I accidentally invented parser combinators for a project once. I was quite fond of the approach but it ended up being pretty nearly unusable for anyone else on the team. This was problematic because the project was such that we were always adding new things to be parsed. The whole reason I took the approach was that I wanted people to be able to freely add parsers as new requirements came in.
It being my first shot at it, it was for sure not as usable as it could be. But looking at your stuff, which is delightful, I am filled with doubt that my goal was even possible. Your stuff looks about as clean as possible, and yet seems likely to be almost as impenetrable to someone not versed in parsing.

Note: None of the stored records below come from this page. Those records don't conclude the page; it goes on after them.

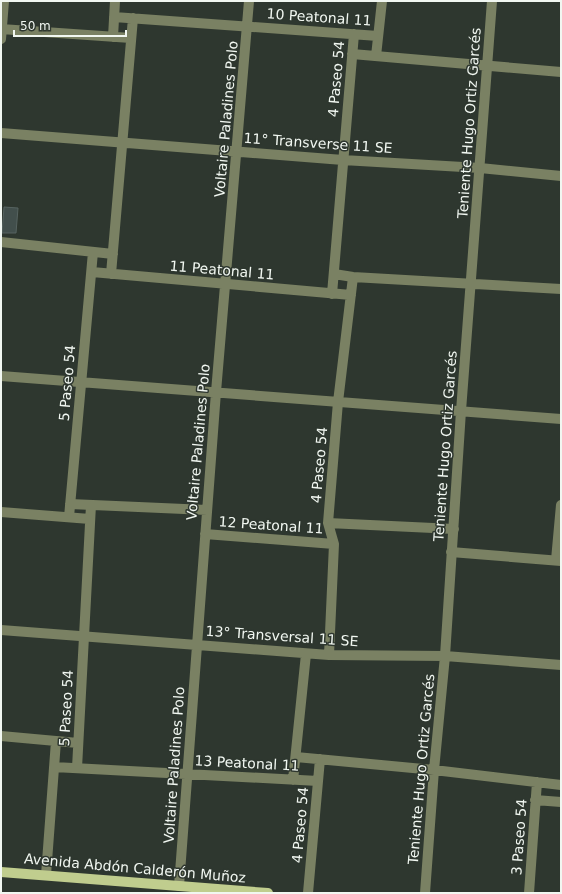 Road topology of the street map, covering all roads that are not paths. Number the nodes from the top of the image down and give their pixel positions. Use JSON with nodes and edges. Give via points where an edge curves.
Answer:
{"nodes":[{"id":1,"x":4,"y":1,"type":"edge"},
{"id":2,"x":116,"y":1,"type":"edge"},
{"id":3,"x":249,"y":1,"type":"edge"},
{"id":4,"x":382,"y":1,"type":"edge"},
{"id":5,"x":492,"y":1,"type":"edge"},
{"id":6,"x":114,"y":17,"type":"junction"},
{"id":7,"x":133,"y":18,"type":"junction"},
{"id":8,"x":247,"y":26,"type":"junction"},
{"id":9,"x":1,"y":29,"type":"edge"},
{"id":10,"x":354,"y":34,"type":"junction"},
{"id":11,"x":378,"y":36,"type":"junction"},
{"id":12,"x":113,"y":37,"type":"junction"},
{"id":13,"x":131,"y":38,"type":"junction"},
{"id":14,"x":1,"y":39,"type":"edge"},
{"id":15,"x":352,"y":54,"type":"junction"},
{"id":16,"x":376,"y":56,"type":"junction"},
{"id":17,"x":487,"y":65,"type":"junction"},
{"id":18,"x":561,"y":72,"type":"edge"},
{"id":19,"x":1,"y":133,"type":"edge"},
{"id":20,"x":122,"y":142,"type":"junction"},
{"id":21,"x":237,"y":151,"type":"junction"},
{"id":22,"x":343,"y":160,"type":"junction"},
{"id":23,"x":480,"y":168,"type":"junction"},
{"id":24,"x":561,"y":176,"type":"edge"},
{"id":25,"x":1,"y":242,"type":"edge"},
{"id":26,"x":93,"y":252,"type":"junction"},
{"id":27,"x":113,"y":254,"type":"junction"},
{"id":28,"x":92,"y":272,"type":"junction"},
{"id":29,"x":111,"y":274,"type":"junction"},
{"id":30,"x":334,"y":274,"type":"junction"},
{"id":31,"x":353,"y":277,"type":"junction"},
{"id":32,"x":226,"y":284,"type":"junction"},
{"id":33,"x":471,"y":284,"type":"junction"},
{"id":34,"x":561,"y":289,"type":"edge"},
{"id":35,"x":332,"y":294,"type":"junction"},
{"id":36,"x":351,"y":295,"type":"junction"},
{"id":37,"x":1,"y":376,"type":"edge"},
{"id":38,"x":82,"y":382,"type":"junction"},
{"id":39,"x":216,"y":392,"type":"junction"},
{"id":40,"x":338,"y":402,"type":"junction"},
{"id":41,"x":461,"y":411,"type":"junction"},
{"id":42,"x":561,"y":419,"type":"edge"},
{"id":43,"x":70,"y":504,"type":"junction"},
{"id":44,"x":91,"y":505,"type":"junction"},
{"id":45,"x":561,"y":505,"type":"edge"},
{"id":46,"x":207,"y":510,"type":"junction"},
{"id":47,"x":1,"y":512,"type":"edge"},
{"id":48,"x":69,"y":517,"type":"junction"},
{"id":49,"x":90,"y":519,"type":"junction"},
{"id":50,"x":328,"y":523,"type":"junction"},
{"id":51,"x":454,"y":529,"type":"junction"},
{"id":52,"x":205,"y":534,"type":"junction"},
{"id":53,"x":559,"y":540,"type":"edge"},
{"id":54,"x":334,"y":544,"type":"junction"},
{"id":55,"x":451,"y":552,"type":"junction"},
{"id":56,"x":559,"y":560,"type":"edge"},
{"id":57,"x":1,"y":630,"type":"edge"},
{"id":58,"x":84,"y":636,"type":"junction"},
{"id":59,"x":197,"y":645,"type":"junction"},
{"id":60,"x":306,"y":654,"type":"junction"},
{"id":61,"x":329,"y":655,"type":"junction"},
{"id":62,"x":445,"y":656,"type":"junction"},
{"id":63,"x":561,"y":665,"type":"edge"},
{"id":64,"x":1,"y":736,"type":"edge"},
{"id":65,"x":56,"y":741,"type":"junction"},
{"id":66,"x":78,"y":743,"type":"junction"},
{"id":67,"x":296,"y":757,"type":"junction"},
{"id":68,"x":320,"y":759,"type":"junction"},
{"id":69,"x":54,"y":767,"type":"junction"},
{"id":70,"x":77,"y":768,"type":"junction"},
{"id":71,"x":434,"y":770,"type":"junction"},
{"id":72,"x":187,"y":774,"type":"junction"},
{"id":73,"x":293,"y":780,"type":"junction"},
{"id":74,"x":318,"y":781,"type":"junction"},
{"id":75,"x":537,"y":782,"type":"junction"},
{"id":76,"x":561,"y":785,"type":"edge"},
{"id":77,"x":535,"y":800,"type":"junction"},
{"id":78,"x":561,"y":802,"type":"edge"},
{"id":79,"x":1,"y":872,"type":"edge"},
{"id":80,"x":46,"y":876,"type":"junction"},
{"id":81,"x":179,"y":886,"type":"junction"},
{"id":82,"x":268,"y":893,"type":"edge"},
{"id":83,"x":308,"y":893,"type":"edge"},
{"id":84,"x":425,"y":893,"type":"edge"},
{"id":85,"x":529,"y":893,"type":"edge"}],
"edges":[{"from":1,"to":9,"type":"street"},
{"from":2,"to":6,"type":"street"},
{"from":3,"to":8,"type":"street","name":"Voltaire Paladines Polo"},
{"from":4,"to":11,"type":"street"},
{"from":5,"to":17,"type":"street","name":"Teniente Hugo Ortiz Garcés"},
{"from":6,"to":7,"type":"street","name":"10 Peatonal 11"},
{"from":6,"to":12,"type":"street"},
{"from":7,"to":8,"type":"street","name":"10 Peatonal 11"},
{"from":7,"to":13,"type":"street"},
{"from":8,"to":10,"type":"street","name":"10 Peatonal 11"},
{"from":8,"to":21,"type":"street","name":"Voltaire Paladines Polo"},
{"from":9,"to":12,"type":"street"},
{"from":9,"to":14,"type":"street"},
{"from":10,"to":11,"type":"street","name":"10 Peatonal 11"},
{"from":10,"to":15,"type":"street","name":"4 Paseo 54"},
{"from":11,"to":16,"type":"street"},
{"from":12,"to":13,"type":"street"},
{"from":13,"to":20,"type":"street"},
{"from":15,"to":16,"type":"street"},
{"from":15,"to":22,"type":"street","name":"4 Paseo 54"},
{"from":16,"to":17,"type":"street"},
{"from":17,"to":18,"type":"street"},
{"from":17,"to":23,"type":"street","name":"Teniente Hugo Ortiz Garcés"},
{"from":19,"to":20,"type":"street","name":"11° Transverse 11 SE"},
{"from":20,"to":21,"type":"street","name":"11° Transverse 11 SE"},
{"from":20,"to":27,"type":"street"},
{"from":21,"to":22,"type":"street","name":"11° Transverse 11 SE"},
{"from":21,"to":32,"type":"street","name":"Voltaire Paladines Polo"},
{"from":22,"to":23,"type":"street","name":"11° Transverse 11 SE"},
{"from":22,"to":30,"type":"street","name":"4 Paseo 54"},
{"from":23,"to":24,"type":"street","name":"11° Transverse 11 SE"},
{"from":23,"to":33,"type":"street","name":"Teniente Hugo Ortiz Garcés"},
{"from":25,"to":26,"type":"street"},
{"from":26,"to":27,"type":"street"},
{"from":26,"to":28,"type":"street","name":"5 Paseo 54"},
{"from":27,"to":29,"type":"street"},
{"from":28,"to":29,"type":"street","name":"11 Peatonal 11"},
{"from":28,"to":38,"type":"street","name":"5 Paseo 54"},
{"from":29,"to":32,"type":"street","name":"11 Peatonal 11"},
{"from":30,"to":31,"type":"street"},
{"from":30,"to":35,"type":"street","name":"4 Paseo 54"},
{"from":31,"to":33,"type":"street"},
{"from":31,"to":36,"type":"street","name":"4 Paseo 54"},
{"from":32,"to":35,"type":"street","name":"11 Peatonal 11"},
{"from":32,"to":39,"type":"street","name":"Voltaire Paladines Polo"},
{"from":33,"to":34,"type":"street"},
{"from":33,"to":41,"type":"street","name":"Teniente Hugo Ortiz Garcés"},
{"from":35,"to":36,"type":"street","name":"11 Peatonal 11"},
{"from":36,"to":40,"type":"street","name":"4 Paseo 54"},
{"from":37,"to":38,"type":"street"},
{"from":38,"to":39,"type":"street"},
{"from":38,"to":43,"type":"street","name":"5 Paseo 54"},
{"from":39,"to":40,"type":"street"},
{"from":39,"to":46,"type":"street","name":"Voltaire Paladines Polo"},
{"from":40,"to":41,"type":"street"},
{"from":40,"to":50,"type":"street","name":"4 Paseo 54"},
{"from":41,"to":42,"type":"street"},
{"from":41,"to":51,"type":"street","name":"Teniente Hugo Ortiz Garcés"},
{"from":43,"to":44,"type":"street","name":"12 Peatonal 11"},
{"from":43,"to":48,"type":"street","name":"5 Paseo 54"},
{"from":44,"to":46,"type":"street","name":"12 Peatonal 11"},
{"from":44,"to":49,"type":"street","name":"5 Paseo 54"},
{"from":45,"to":53,"type":"street"},
{"from":46,"to":52,"type":"street","name":"Voltaire Paladines Polo"},
{"from":47,"to":48,"type":"street"},
{"from":48,"to":49,"type":"street"},
{"from":49,"to":58,"type":"street","name":"5 Paseo 54"},
{"from":50,"to":51,"type":"street","name":"12 Peatonal 11"},
{"from":50,"to":54,"type":"street","name":"4 Paseo 54"},
{"from":51,"to":55,"type":"street","name":"Teniente Hugo Ortiz Garcés"},
{"from":52,"to":54,"type":"street","name":"12 Peatonal 11"},
{"from":52,"to":59,"type":"street","name":"Voltaire Paladines Polo"},
{"from":53,"to":56,"type":"street"},
{"from":54,"to":61,"type":"street","name":"4 Paseo 54"},
{"from":55,"to":56,"type":"street"},
{"from":55,"to":62,"type":"street","name":"Teniente Hugo Ortiz Garcés"},
{"from":57,"to":58,"type":"street","name":"13° Transversal 11 SE"},
{"from":58,"to":59,"type":"street","name":"13° Transversal 11 SE"},
{"from":58,"to":66,"type":"street","name":"5 Paseo 54"},
{"from":59,"to":60,"type":"street","name":"13° Transversal 11 SE"},
{"from":59,"to":72,"type":"street","name":"Voltaire Paladines Polo"},
{"from":60,"to":61,"type":"street","name":"13° Transversal 11 SE"},
{"from":60,"to":67,"type":"street","name":"4 Paseo 54"},
{"from":61,"to":62,"type":"street","name":"13° Transversal 11 SE"},
{"from":62,"to":63,"type":"street","name":"13° Transversal 11 SE"},
{"from":62,"to":71,"type":"street","name":"Teniente Hugo Ortiz Garcés"},
{"from":64,"to":65,"type":"street"},
{"from":65,"to":66,"type":"street"},
{"from":65,"to":69,"type":"street","name":"5 Paseo 54"},
{"from":66,"to":70,"type":"street","name":"5 Paseo 54"},
{"from":67,"to":68,"type":"street","name":"13 Peatonal 11"},
{"from":67,"to":73,"type":"street","name":"4 Paseo 54"},
{"from":68,"to":71,"type":"street","name":"13 Peatonal 11"},
{"from":68,"to":74,"type":"street","name":"4 Paseo 54"},
{"from":69,"to":70,"type":"street","name":"13 Peatonal 11"},
{"from":69,"to":80,"type":"street","name":"5 Paseo 54"},
{"from":70,"to":72,"type":"street","name":"13 Peatonal 11"},
{"from":71,"to":75,"type":"street","name":"13 Peatonal 11"},
{"from":71,"to":84,"type":"street","name":"Teniente Hugo Ortiz Garcés"},
{"from":72,"to":73,"type":"street","name":"13 Peatonal 11"},
{"from":72,"to":81,"type":"street","name":"Voltaire Paladines Polo"},
{"from":73,"to":74,"type":"street","name":"13 Peatonal 11"},
{"from":74,"to":83,"type":"street","name":"4 Paseo 54"},
{"from":75,"to":76,"type":"street","name":"13 Peatonal 11"},
{"from":75,"to":77,"type":"street","name":"3 Paseo 54"},
{"from":77,"to":78,"type":"street"},
{"from":77,"to":85,"type":"street","name":"3 Paseo 54"},
{"from":79,"to":80,"type":"main road","name":"Avenida Abdón Calderón Muñoz"},
{"from":80,"to":81,"type":"main road","name":"Avenida Abdón Calderón Muñoz"},
{"from":81,"to":82,"type":"main road","name":"Avenida Abdón Calderón Muñoz"}]}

That said, I am gonna look for a chance to use this in appropriate side projects.
That what was to be parsed wasn’t regular apparently did not matter.
It's the name that's unlikely to become mainstream. That's squarely upon FP folks giving sci-fi names to common sense concepts.
https://github.com/llvm/llvm-project/blob/main/flang/lib/Par...
But I view parser combinators in the same lens as lenses, another powerful approach to solving a specific problem that is unlikely to receive mainstream recognition because of all the Haskell.
Hmm, anything else you have in that list I should be looking into? As I also agree they are two of the most interesting things I got from learning Haskell. (Along with type driven reasoning, monoids and functors).
That's a terrible example for "parser combinators beat regexes"; those are the three regular operations. (Except that you use zero_or_many in preference to one_or_many.)
A regex which turns a language's source code into an AST?
That said, I'd say it's a pretty rare occasion to have that need, and other languages have great libraries for accomplishing the same, I'm partial to Chevrotain for Javascript (https://chevrotain.io/docs/), which has a small DSL for describing grammars.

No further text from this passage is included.